Now, Thomas is working with real estate developer Charlie Woolley who specializes in historic preservation, to transform the space into something meaningful. Woolley is the founding president of St. Charles Town Company.

"We've had a bunch of events promoting companies, concert promoters, and that sort of thing through the building," Woolley said. "And I think the community could use a real music venue."

Restaurants, brew pubs, galleries - the creative ideas are endless.

"If you look at the bay depths of some of these bays, they actually are what a hotel block of rooms might look like," Woolley said.

First, it needs to be cleaned up because this old sugar mill is considered a Brownfield property.
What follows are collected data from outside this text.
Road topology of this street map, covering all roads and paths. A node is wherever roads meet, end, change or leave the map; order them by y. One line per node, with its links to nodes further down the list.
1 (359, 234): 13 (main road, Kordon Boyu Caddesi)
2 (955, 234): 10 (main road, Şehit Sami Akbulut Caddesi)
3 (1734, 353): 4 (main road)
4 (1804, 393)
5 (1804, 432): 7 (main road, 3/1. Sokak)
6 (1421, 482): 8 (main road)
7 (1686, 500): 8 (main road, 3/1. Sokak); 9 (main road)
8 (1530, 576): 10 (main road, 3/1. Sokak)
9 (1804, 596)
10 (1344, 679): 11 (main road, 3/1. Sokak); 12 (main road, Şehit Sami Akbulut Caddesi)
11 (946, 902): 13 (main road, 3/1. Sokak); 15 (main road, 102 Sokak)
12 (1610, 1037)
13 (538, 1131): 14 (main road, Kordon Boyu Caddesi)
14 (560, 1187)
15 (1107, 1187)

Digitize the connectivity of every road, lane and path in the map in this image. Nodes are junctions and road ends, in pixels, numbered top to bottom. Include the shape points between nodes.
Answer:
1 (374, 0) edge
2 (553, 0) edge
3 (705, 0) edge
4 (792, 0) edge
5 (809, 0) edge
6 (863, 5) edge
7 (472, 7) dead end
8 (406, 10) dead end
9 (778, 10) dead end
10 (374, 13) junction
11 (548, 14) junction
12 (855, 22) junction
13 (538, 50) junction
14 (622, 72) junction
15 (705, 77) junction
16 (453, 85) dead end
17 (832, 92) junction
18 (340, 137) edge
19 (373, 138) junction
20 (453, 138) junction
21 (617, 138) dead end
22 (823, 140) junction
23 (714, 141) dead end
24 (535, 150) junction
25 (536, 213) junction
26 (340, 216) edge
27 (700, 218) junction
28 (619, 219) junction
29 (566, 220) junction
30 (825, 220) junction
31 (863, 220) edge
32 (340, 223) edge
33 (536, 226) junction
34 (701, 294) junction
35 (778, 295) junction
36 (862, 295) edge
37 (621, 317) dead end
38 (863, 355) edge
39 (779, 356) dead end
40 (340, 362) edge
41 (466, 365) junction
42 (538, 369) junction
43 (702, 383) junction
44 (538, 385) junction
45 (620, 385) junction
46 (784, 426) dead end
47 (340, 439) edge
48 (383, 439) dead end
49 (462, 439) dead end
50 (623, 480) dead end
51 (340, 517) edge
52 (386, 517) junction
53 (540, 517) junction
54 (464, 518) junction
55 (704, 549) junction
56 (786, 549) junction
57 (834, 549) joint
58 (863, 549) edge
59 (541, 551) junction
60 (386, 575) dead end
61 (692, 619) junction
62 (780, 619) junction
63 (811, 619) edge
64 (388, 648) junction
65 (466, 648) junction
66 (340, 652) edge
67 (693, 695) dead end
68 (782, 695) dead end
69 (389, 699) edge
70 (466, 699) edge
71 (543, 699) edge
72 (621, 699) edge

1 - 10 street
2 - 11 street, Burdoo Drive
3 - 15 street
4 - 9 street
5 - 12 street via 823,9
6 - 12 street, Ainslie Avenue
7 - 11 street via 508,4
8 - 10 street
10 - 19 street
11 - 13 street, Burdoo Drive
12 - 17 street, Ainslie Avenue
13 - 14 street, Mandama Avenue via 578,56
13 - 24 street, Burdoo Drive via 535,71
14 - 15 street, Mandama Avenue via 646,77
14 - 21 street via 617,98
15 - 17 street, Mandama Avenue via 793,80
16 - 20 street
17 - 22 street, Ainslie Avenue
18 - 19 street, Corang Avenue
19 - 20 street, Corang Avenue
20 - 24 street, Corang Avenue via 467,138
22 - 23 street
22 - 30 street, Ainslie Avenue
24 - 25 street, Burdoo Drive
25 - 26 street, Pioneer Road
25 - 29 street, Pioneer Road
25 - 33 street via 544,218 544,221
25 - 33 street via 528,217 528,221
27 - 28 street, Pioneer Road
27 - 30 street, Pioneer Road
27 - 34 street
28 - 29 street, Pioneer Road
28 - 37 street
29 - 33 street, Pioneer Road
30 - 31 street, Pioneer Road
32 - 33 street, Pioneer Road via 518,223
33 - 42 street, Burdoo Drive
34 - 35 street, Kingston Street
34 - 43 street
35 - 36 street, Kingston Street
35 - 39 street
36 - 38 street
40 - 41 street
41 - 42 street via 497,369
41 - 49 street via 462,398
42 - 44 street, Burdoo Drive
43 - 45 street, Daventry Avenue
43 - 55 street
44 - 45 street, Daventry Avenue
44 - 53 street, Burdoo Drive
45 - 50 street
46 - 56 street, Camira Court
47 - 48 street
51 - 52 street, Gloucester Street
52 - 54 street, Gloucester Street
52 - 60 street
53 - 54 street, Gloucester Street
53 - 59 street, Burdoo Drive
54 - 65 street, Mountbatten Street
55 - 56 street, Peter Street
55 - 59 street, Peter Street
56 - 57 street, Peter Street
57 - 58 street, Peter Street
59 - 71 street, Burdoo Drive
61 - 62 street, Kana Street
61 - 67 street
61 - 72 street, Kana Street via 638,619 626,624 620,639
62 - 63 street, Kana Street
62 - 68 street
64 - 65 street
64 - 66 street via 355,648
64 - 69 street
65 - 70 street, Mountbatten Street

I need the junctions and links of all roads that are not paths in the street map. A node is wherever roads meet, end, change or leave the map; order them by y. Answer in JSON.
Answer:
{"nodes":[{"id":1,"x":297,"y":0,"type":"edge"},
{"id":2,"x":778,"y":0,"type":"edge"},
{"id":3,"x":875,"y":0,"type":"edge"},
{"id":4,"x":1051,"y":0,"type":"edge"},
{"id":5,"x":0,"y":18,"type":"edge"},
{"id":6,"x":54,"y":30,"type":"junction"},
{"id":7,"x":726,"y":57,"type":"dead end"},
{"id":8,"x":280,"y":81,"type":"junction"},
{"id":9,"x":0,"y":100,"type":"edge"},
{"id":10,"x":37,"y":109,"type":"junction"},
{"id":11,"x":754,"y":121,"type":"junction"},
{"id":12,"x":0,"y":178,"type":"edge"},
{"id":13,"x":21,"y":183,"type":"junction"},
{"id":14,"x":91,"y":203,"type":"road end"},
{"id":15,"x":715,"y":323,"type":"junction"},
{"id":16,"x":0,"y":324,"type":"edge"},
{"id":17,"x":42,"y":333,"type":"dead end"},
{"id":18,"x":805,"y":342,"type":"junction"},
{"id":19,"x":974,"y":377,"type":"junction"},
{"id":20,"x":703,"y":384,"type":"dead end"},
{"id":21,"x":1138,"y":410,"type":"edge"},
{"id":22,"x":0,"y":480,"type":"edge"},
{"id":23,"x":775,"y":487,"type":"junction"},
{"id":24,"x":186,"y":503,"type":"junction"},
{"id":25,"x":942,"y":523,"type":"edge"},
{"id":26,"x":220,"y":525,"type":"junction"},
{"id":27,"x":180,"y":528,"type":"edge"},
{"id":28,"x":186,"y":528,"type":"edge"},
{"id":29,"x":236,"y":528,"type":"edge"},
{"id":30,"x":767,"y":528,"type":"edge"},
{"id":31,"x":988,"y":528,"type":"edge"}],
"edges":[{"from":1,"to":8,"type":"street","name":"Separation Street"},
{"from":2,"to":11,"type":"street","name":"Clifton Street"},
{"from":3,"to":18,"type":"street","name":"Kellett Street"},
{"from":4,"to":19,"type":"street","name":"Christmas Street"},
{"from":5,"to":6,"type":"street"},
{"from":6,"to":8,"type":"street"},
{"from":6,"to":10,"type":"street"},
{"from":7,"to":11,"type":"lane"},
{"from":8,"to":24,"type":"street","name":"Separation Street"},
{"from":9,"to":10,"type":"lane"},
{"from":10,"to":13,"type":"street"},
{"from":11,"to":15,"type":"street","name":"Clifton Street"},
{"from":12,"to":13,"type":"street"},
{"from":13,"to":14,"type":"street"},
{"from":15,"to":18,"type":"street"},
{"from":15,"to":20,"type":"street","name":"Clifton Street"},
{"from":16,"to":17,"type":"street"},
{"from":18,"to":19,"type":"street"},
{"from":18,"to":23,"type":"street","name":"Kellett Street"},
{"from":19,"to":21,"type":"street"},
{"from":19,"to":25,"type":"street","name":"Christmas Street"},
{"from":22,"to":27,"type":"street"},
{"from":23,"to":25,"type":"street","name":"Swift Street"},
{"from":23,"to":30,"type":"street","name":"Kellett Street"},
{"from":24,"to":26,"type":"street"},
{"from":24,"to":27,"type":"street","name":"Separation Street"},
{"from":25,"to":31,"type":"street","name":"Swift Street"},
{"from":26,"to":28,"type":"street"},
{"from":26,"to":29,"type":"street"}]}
The Environmental Protection Agency defines a Brownfield site as a property that has been contaminated, whether it be from things such as dry cleaning solvent, asbestos, petroleum hydrocarbons, or lead.

The EPA considers each to be harmful to people and the environment, and properties like these exist all over the U.S.

Stuart Miner heads RE Solutions, a Brownfield acquisition, and development company that aims to clean up these types of sites.

"Brownfield sites are located in portions of the United States where most of the manufacturing occurred," Miner said. "So we buy a property at a substantially discounted price because nobody else wants to buy it and because there is an additional cost associated with developing the property, which is the cost to clean it up."

Miner says a federal environmental statute put in place decades ago caused the real estate business to freeze for many years because people feared the liability of buying a contaminated property.

However, he says it's worth it in his mind to purchase these properties so they can be redeveloped into a useful space.

"There is a property two blocks down the street here which was redeveloped for senior, disabled housing," Miner said. "So it's very low-income seniors, and there's a very large first-floor health center that went back into that site."

High-rise condominiums, townhomes, restaurants, warehouses, the sky is the limit when it comes to redevelopment for these properties.

He says these formerly abandoned properties now offer housing and new job opportunities in places where he often has been historically disadvantaged.

"We historically have cited contaminating uses in poor communities," Miner said. "Now, is it because we didn't care? Or is it because the land value is low enough that putting a landfill or a sewage treatment plant or a smelly factory on the lower-priced land just made economic sense."

Miner says the reason why is up for debate, but he's primarily interested in the solution. As for Thomas and Woolley, they say time is money, and they hope to have the old sugar mill repurposed in two years.

"There's a creative element to it that says, you know, we can do something with this and do something really special," Woolley said.